CAIRO (Reuters) – Egypt’s military has arrested and tried more civilians before military tribunals than those brought before them during the 30-year rule of former president Hosni Mubarak, Human Rights Watch said on Saturday.
“Nearly 12,000 prosecutions since February is astounding and shows how Egypt’s military rulers are undermining the transition to democracy,” Joe Stork, deputy Middle East and North Africa director at Human Rights Watch, said in a statement.
Egyptian activists returned to Cairo’s Tahrir square on Friday to demand a clear road map to democracy and an end to military trials for civilians.
Rights groups say the trials, held behind closed doors, were a common practice under Mubarak and their continued use shows how far Egypt has to go to guarantee the rule of law.

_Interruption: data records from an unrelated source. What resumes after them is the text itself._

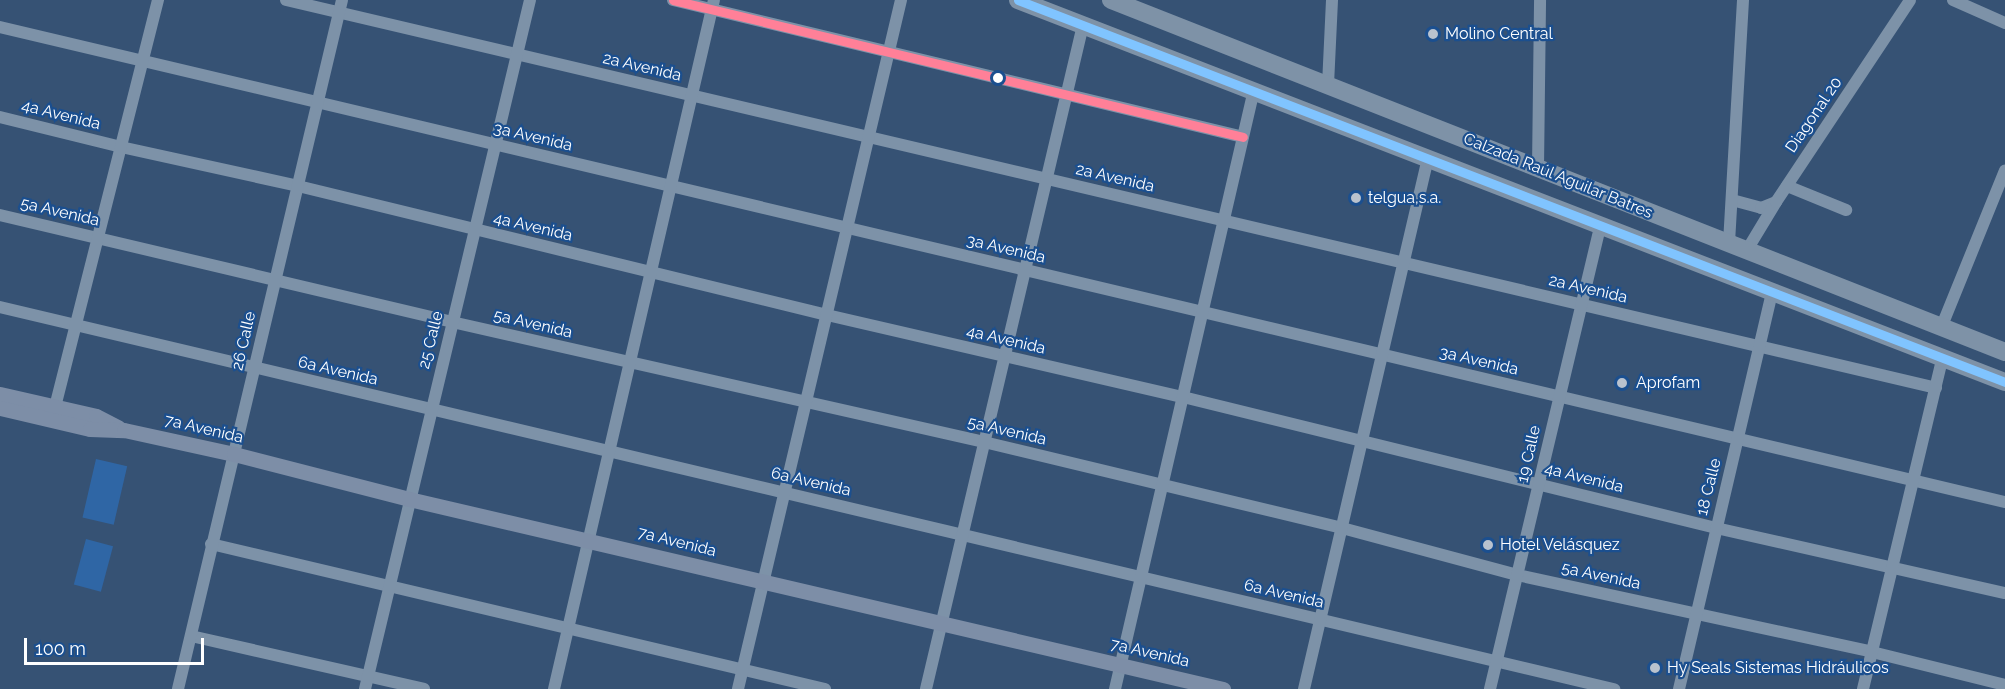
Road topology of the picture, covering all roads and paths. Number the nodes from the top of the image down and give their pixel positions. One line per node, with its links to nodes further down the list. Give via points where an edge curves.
1 (158, 0): 20 (street)
2 (286, 0): 14 (street, 2a Avenida)
3 (530, 0): 19 (street, 25 Calle)
4 (673, 0): 13 (street)
5 (901, 0): 18 (street)
6 (1018, 0): 16 (highway, Calzada Raúl Aguilar Batres)
7 (1111, 0): 21 (highway, Calzada Raúl Aguilar Batres)
8 (1332, 0): 21 (street)
9 (1540, 0): 32 (street)
10 (1743, 0): 38 (street)
11 (1911, 0): 37 (street, Diagonal 20)
12 (1953, 0): 15 (street)
13 (713, 5): 18 (street); 24 (street)
14 (341, 6): 19 (street, 2a Avenida); 25 (street, 26 Calle)
15 (2005, 23)
16 (1083, 25): 22 (highway, Calzada Raúl Aguilar Batres); 23 (street)
17 (0, 27): 20 (street, 3a Avenida)
18 (889, 52): 23 (street); 27 (street)
19 (517, 54): 24 (street, 2a Avenida); 29 (street, 25 Calle)
20 (142, 61): 25 (street, 3a Avenida); 30 (street)
21 (1328, 85): 32 (highway, Calzada Raúl Aguilar Batres)
22 (1254, 90): 28 (street); 31 (highway, Calzada Raúl Aguilar Batres)
23 (1066, 94): 28 (street); 34 (street)
24 (692, 95): 27 (street, 2a Avenida); 36 (street)
25 (318, 103): 29 (street, 3a Avenida); 35 (street, 26 Calle)
26 (0, 117): 30 (street, 4a Avenida)
27 (868, 137): 34 (street, 2a Avenida); 44 (street)
28 (1243, 137): 42 (street)
29 (495, 145): 36 (street, 3a Avenida); 45 (street, 25 Calle)
30 (121, 147): 35 (street, 4a Avenida); 46 (street)
31 (1428, 158): 43 (highway, Calzada Raúl Aguilar Batres); 49 (street)
32 (1538, 168): 47 (highway, Calzada Raúl Aguilar Batres)
33 (2005, 170): 60 (street)
34 (1046, 179): 42 (street, 2a Avenida); 50 (street)
35 (298, 186): 45 (street, 4a Avenida); 52 (street, 26 Calle)
36 (671, 186): 44 (street, 3a Avenida); 51 (street)
37 (1787, 186): 39 (street, Diagonal 20); 40 (street)
38 (1732, 201): 39 (street, via 1761,208); 47 (street)
39 (1776, 202): 48 (street, Diagonal 20)
40 (1846, 210)
41 (0, 215): 46 (street, 5a Avenida)
42 (1224, 221): 49 (street, 2a Avenida); 56 (street)
43 (1600, 226): 53 (highway, Calzada Raúl Aguilar Batres); 54 (street, 19 Calle)
44 (847, 228): 50 (street, 3a Avenida); 57 (street)
45 (474, 231): 51 (street, 4a Avenida); 58 (street, 25 Calle)
46 (98, 237): 52 (street, 5a Avenida); 59 (street)
47 (1729, 243): 48 (highway, Calzada Raúl Aguilar Batres)
48 (1748, 250): 60 (highway, Calzada Raúl Aguilar Batres)
49 (1403, 263): 54 (street, 2a Avenida); 63 (street)
50 (1025, 270): 56 (street, 3a Avenida); 64 (street)
51 (651, 271): 57 (street, 4a Avenida); 66 (street)
52 (276, 279): 58 (street, 5a Avenida); 67 (street, 26 Calle)
53 (1772, 292): 61 (street, 18 Calle); 65 (highway, Calzada Raúl Aguilar Batres)
54 (1581, 305): 61 (street, 2a Avenida); 72 (street, 19 Calle)
55 (0, 307): 59 (street, 6a Avenida)
56 (1202, 312): 63 (street, 3a Avenida); 71 (street)
57 (827, 315): 64 (street, 4a Avenida); 73 (street)
58 (452, 322): 66 (street, 5a Avenida); 76 (street, 25 Calle)
59 (76, 326): 67 (street, 6a Avenida); 74 (street)
60 (1941, 327): 62 (highway, Calzada Raúl Aguilar Batres)
61 (1759, 347): 69 (street, 2a Avenida); 78 (street, 18 Calle)
62 (2005, 352)
63 (1382, 355): 72 (street, 3a Avenida); 79 (street)
64 (1004, 357): 71 (street, 4a Avenida); 80 (street)
65 (1943, 357): 68 (highway, Calzada Raúl Aguilar Batres); 69 (street)
66 (630, 363): 73 (street, 5a Avenida); 81 (street)
67 (254, 368): 76 (street, 6a Avenida); 82 (street, 26 Calle)
68 (2005, 382)
69 (1936, 388): 83 (street)
70 (0, 394): 74 (main road, 7a Avenida)
71 (1183, 397): 79 (street, 4a Avenida); 85 (street)
72 (1559, 397): 78 (street, 3a Avenida); 84 (street, 19 Calle)
73 (806, 400): 80 (street, 5a Avenida); 86 (street)
74 (55, 407): 77 (main road, 7a Avenida, via 96,416)
75 (0, 408): 77 (main road, 7a Avenida, via 90,429)
76 (431, 410): 81 (street, 6a Avenida); 87 (street, 25 Calle)
77 (124, 430): 82 (main road, 7a Avenida)
78 (1738, 439): 83 (street, 3a Avenida); 90 (street, 18 Calle)
79 (1362, 440): 84 (street, 4a Avenida); 89 (street)
80 (984, 442): 85 (street, 5a Avenida); 91 (street)
81 (609, 452): 86 (street, 6a Avenida); 92 (street)
82 (234, 454): 87 (main road, 7a Avenida); 93 (street, 26 Calle)
83 (1913, 480): 88 (street, 3a Avenida); 94 (street)
84 (1539, 483): 90 (street, 4a Avenida); 95 (street, 19 Calle)
85 (1162, 485): 89 (street, 5a Avenida); 96 (street)
86 (784, 493): 91 (street, 6a Avenida); 97 (street)
87 (410, 499): 92 (main road, 7a Avenida); 98 (street, 25 Calle)
88 (2005, 502)
89 (1342, 528): 95 (street, 5a Avenida); 101 (street)
90 (1716, 528): 94 (street, 4a Avenida); 100 (street, 18 Calle)
91 (962, 535): 96 (street, 6a Avenida); 102 (street)
92 (589, 539): 97 (main road, 7a Avenida); 103 (street)
93 (211, 544): 98 (street); 104 (street, 26 Calle)
94 (1893, 567): 99 (street, 4a Avenida); 105 (street)
95 (1517, 574): 100 (street, 5a Avenida); 106 (street, 19 Calle)
96 (1141, 577): 101 (street, 6a Avenida); 107 (street)
97 (764, 582): 102 (main road, 7a Avenida); 108 (street)
98 (389, 586): 103 (street); 109 (street, 25 Calle)
99 (2005, 592)
100 (1696, 613): 105 (street, 5a Avenida); 122 (street, 18 Calle)
101 (1320, 620): 106 (street, 6a Avenida); 119 (street)
102 (942, 624): 107 (main road, 7a Avenida); 116 (street)
103 (568, 628): 108 (street); 113 (street)
104 (191, 636): 109 (street); 111 (street, 26 Calle)
105 (1872, 652): 110 (street, 5a Avenida); 123 (street)
106 (1496, 661): 120 (street, 19 Calle); 121 (street, 6a Avenida)
107 (1120, 665): 117 (street); 118 (main road, 7a Avenida)
108 (743, 670): 114 (street); 115 (street)
109 (366, 683): 112 (street)
110 (2005, 685)
111 (178, 689)
112 (424, 689)
113 (554, 689)
114 (738, 689)
115 (825, 689)
116 (926, 689)
117 (1114, 689)
118 (1223, 689)
119 (1304, 689)
120 (1490, 689)
121 (1614, 689)
122 (1679, 689)
123 (1863, 689)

The army had said on Sep. 5 it would stop trying civilians in military courts when it scraps the country’s decades-old emergency law.
The ruling generals say the military trials are a temporary but necessary measure to deal with a wave of disorder and an increase in criminality following Mubarak’s ouster.
But an end to emergency law alone would not guarantee an end to the practice, Human Rights Watch said.
Under the Code of Military Justice, the army can bring civilians before military tribunals for crimes committed in an area controlled by the military, the rights group said.
“The Egyptian authorities should amend the Code of Military Justice in line with its obligations under international law to limit military jurisdiction to military offences,” Stork said.